## WORK ITEM
What you return must match the entries word for word, minus the pictures.

Dataset entries
────────────────────────────────────────

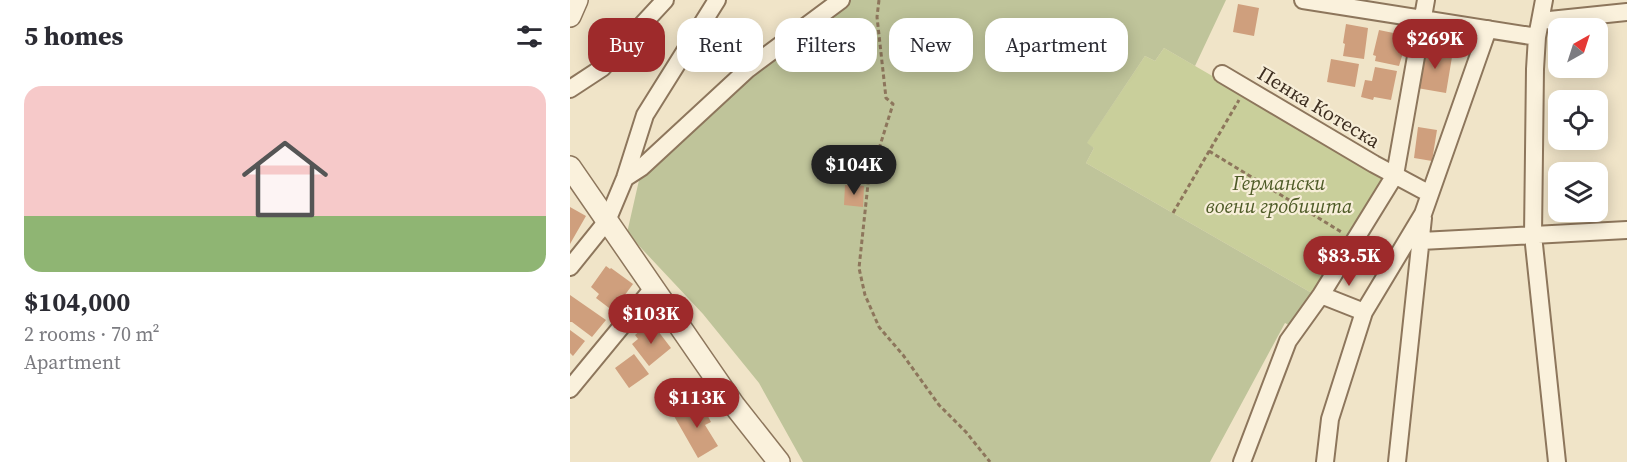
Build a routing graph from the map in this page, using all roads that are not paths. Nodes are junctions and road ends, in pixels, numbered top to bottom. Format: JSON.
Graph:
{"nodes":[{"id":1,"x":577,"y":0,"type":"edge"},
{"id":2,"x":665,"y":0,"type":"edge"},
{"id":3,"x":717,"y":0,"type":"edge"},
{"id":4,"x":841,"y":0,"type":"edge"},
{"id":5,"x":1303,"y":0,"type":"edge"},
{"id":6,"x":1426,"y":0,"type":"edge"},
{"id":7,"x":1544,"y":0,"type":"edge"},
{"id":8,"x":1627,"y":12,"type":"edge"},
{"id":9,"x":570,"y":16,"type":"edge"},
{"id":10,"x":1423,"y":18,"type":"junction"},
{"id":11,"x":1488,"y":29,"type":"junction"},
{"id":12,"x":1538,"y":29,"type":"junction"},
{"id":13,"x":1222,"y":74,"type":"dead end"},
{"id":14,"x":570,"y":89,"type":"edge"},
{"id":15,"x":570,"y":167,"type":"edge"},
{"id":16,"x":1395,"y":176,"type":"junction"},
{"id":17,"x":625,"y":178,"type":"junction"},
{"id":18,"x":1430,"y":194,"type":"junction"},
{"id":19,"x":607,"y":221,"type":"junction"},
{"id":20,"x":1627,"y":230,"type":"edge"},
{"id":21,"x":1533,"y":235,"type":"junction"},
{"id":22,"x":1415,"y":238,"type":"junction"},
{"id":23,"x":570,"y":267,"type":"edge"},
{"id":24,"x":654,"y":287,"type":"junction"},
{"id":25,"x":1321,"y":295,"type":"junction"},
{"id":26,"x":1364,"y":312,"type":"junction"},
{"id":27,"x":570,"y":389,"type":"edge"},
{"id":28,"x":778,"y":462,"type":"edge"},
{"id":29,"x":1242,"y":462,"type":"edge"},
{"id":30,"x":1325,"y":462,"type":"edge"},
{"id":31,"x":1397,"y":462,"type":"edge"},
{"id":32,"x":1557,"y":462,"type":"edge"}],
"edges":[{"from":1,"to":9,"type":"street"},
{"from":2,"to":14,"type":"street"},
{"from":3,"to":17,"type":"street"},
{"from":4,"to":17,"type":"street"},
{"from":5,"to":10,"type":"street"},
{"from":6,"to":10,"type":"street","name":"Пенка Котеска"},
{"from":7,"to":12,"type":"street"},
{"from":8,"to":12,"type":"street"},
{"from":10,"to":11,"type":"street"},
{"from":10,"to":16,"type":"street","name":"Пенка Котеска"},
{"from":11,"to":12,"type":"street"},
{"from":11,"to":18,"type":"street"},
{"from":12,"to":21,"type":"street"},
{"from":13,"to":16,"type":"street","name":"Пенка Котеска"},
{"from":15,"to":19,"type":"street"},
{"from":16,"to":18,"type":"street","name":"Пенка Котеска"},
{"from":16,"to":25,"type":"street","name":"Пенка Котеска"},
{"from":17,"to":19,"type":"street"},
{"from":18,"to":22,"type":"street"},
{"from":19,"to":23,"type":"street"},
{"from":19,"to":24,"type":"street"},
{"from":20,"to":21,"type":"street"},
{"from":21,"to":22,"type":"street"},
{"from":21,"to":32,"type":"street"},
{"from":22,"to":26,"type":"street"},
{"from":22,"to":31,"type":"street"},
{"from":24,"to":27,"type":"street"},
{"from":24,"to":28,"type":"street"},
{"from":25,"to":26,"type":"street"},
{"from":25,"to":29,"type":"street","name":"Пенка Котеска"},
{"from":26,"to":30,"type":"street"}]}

────────────────────────────────────────

## COMPLETED EXERCISE
Build a routing graph from the map in this page, using all roads that are not paths. Nodes are junctions and road ends, in pixels, numbered top to bottom. Format: JSON.
Graph:
{"nodes":[{"id":1,"x":577,"y":0,"type":"edge"},
{"id":2,"x":665,"y":0,"type":"edge"},
{"id":3,"x":717,"y":0,"type":"edge"},
{"id":4,"x":841,"y":0,"type":"edge"},
{"id":5,"x":1303,"y":0,"type":"edge"},
{"id":6,"x":1426,"y":0,"type":"edge"},
{"id":7,"x":1544,"y":0,"type":"edge"},
{"id":8,"x":1627,"y":12,"type":"edge"},
{"id":9,"x":570,"y":16,"type":"edge"},
{"id":10,"x":1423,"y":18,"type":"junction"},
{"id":11,"x":1488,"y":29,"type":"junction"},
{"id":12,"x":1538,"y":29,"type":"junction"},
{"id":13,"x":1222,"y":74,"type":"dead end"},
{"id":14,"x":570,"y":89,"type":"edge"},
{"id":15,"x":570,"y":167,"type":"edge"},
{"id":16,"x":1395,"y":176,"type":"junction"},
{"id":17,"x":625,"y":178,"type":"junction"},
{"id":18,"x":1430,"y":194,"type":"junction"},
{"id":19,"x":607,"y":221,"type":"junction"},
{"id":20,"x":1627,"y":230,"type":"edge"},
{"id":21,"x":1533,"y":235,"type":"junction"},
{"id":22,"x":1415,"y":238,"type":"junction"},
{"id":23,"x":570,"y":267,"type":"edge"},
{"id":24,"x":654,"y":287,"type":"junction"},
{"id":25,"x":1321,"y":295,"type":"junction"},
{"id":26,"x":1364,"y":312,"type":"junction"},
{"id":27,"x":570,"y":389,"type":"edge"},
{"id":28,"x":778,"y":462,"type":"edge"},
{"id":29,"x":1242,"y":462,"type":"edge"},
{"id":30,"x":1325,"y":462,"type":"edge"},
{"id":31,"x":1397,"y":462,"type":"edge"},
{"id":32,"x":1557,"y":462,"type":"edge"}],
"edges":[{"from":1,"to":9,"type":"street"},
{"from":2,"to":14,"type":"street"},
{"from":3,"to":17,"type":"street"},
{"from":4,"to":17,"type":"street"},
{"from":5,"to":10,"type":"street"},
{"from":6,"to":10,"type":"street","name":"Пенка Котеска"},
{"from":7,"to":12,"type":"street"},
{"from":8,"to":12,"type":"street"},
{"from":10,"to":11,"type":"street"},
{"from":10,"to":16,"type":"street","name":"Пенка Котеска"},
{"from":11,"to":12,"type":"street"},
{"from":11,"to":18,"type":"street"},
{"from":12,"to":21,"type":"street"},
{"from":13,"to":16,"type":"street","name":"Пенка Котеска"},
{"from":15,"to":19,"type":"street"},
{"from":16,"to":18,"type":"street","name":"Пенка Котеска"},
{"from":16,"to":25,"type":"street","name":"Пенка Котеска"},
{"from":17,"to":19,"type":"street"},
{"from":18,"to":22,"type":"street"},
{"from":19,"to":23,"type":"street"},
{"from":19,"to":24,"type":"street"},
{"from":20,"to":21,"type":"street"},
{"from":21,"to":22,"type":"street"},
{"from":21,"to":32,"type":"street"},
{"from":22,"to":26,"type":"street"},
{"from":22,"to":31,"type":"street"},
{"from":24,"to":27,"type":"street"},
{"from":24,"to":28,"type":"street"},
{"from":25,"to":26,"type":"street"},
{"from":25,"to":29,"type":"street","name":"Пенка Котеска"},
{"from":26,"to":30,"type":"street"}]}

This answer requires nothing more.